> _Saved data entries_:
---+---

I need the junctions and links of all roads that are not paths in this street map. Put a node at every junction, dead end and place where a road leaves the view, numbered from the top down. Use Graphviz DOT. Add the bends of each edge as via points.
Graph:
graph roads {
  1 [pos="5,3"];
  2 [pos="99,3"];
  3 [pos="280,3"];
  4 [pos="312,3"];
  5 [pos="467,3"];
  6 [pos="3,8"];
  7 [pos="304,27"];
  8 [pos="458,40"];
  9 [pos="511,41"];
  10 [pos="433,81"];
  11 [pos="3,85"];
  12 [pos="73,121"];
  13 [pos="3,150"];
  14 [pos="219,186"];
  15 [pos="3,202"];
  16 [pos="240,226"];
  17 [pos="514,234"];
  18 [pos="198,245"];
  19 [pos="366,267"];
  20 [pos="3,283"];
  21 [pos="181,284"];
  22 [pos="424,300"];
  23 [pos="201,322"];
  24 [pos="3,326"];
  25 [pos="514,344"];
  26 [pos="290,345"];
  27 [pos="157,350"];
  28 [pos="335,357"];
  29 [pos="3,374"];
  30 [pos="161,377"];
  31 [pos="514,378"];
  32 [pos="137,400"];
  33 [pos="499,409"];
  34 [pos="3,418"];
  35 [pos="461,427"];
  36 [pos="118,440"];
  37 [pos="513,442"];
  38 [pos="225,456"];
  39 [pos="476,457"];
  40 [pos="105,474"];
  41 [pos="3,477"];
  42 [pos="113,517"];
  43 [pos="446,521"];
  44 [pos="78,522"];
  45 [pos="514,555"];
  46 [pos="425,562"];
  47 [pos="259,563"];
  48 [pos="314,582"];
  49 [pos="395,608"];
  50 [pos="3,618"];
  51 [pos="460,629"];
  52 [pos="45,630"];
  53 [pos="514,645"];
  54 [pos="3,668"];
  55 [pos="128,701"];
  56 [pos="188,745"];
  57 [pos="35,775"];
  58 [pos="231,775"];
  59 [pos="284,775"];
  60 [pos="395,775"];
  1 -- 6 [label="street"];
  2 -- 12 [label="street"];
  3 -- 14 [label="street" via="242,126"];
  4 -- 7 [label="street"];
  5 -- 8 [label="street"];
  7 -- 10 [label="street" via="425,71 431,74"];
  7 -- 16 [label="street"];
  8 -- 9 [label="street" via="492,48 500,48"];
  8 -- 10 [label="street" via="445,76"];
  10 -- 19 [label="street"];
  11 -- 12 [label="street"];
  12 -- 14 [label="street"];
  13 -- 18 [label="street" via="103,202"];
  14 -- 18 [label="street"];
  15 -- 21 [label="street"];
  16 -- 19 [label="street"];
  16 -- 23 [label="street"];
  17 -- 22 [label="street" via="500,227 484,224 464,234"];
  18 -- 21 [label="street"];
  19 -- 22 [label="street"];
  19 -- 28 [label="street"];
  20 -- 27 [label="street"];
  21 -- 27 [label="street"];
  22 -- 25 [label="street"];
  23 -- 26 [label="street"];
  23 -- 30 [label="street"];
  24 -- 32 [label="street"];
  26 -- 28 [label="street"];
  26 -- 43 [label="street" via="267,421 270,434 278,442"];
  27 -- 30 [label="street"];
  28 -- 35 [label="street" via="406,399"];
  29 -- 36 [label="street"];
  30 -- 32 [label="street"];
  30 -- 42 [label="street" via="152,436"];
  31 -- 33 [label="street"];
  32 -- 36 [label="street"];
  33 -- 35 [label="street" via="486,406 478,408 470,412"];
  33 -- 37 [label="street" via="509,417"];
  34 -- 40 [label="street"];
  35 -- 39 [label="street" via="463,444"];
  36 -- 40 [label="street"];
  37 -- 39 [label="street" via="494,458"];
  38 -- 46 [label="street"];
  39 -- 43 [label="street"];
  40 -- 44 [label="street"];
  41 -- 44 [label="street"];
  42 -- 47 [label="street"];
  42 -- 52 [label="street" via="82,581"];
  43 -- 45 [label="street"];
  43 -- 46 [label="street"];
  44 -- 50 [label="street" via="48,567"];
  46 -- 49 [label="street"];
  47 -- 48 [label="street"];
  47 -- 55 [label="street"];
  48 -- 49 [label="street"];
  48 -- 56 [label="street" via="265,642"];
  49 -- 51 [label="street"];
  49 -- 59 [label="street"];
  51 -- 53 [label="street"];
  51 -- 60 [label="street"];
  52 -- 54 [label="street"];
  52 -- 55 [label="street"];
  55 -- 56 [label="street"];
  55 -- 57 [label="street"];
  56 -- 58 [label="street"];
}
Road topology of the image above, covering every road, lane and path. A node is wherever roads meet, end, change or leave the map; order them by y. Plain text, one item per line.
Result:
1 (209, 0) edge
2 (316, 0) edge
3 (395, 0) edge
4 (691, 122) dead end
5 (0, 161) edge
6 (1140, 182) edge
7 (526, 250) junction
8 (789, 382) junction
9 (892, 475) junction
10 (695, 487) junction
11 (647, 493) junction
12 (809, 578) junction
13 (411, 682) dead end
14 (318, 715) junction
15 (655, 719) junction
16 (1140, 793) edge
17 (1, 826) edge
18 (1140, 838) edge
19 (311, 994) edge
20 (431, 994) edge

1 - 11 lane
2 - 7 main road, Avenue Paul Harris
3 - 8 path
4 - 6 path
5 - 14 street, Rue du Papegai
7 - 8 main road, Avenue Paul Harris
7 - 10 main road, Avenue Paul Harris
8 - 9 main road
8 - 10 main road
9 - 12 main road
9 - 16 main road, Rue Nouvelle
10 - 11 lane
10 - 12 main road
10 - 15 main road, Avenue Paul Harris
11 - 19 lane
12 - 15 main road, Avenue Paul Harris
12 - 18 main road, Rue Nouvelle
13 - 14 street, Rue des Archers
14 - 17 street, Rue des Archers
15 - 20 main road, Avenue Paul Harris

---+---

> _What is required_:
Go through the data above and copy each line that holds the word "Archers".

> _Result for this task_:
13 - 14 street, Rue des Archers
14 - 17 street, Rue des Archers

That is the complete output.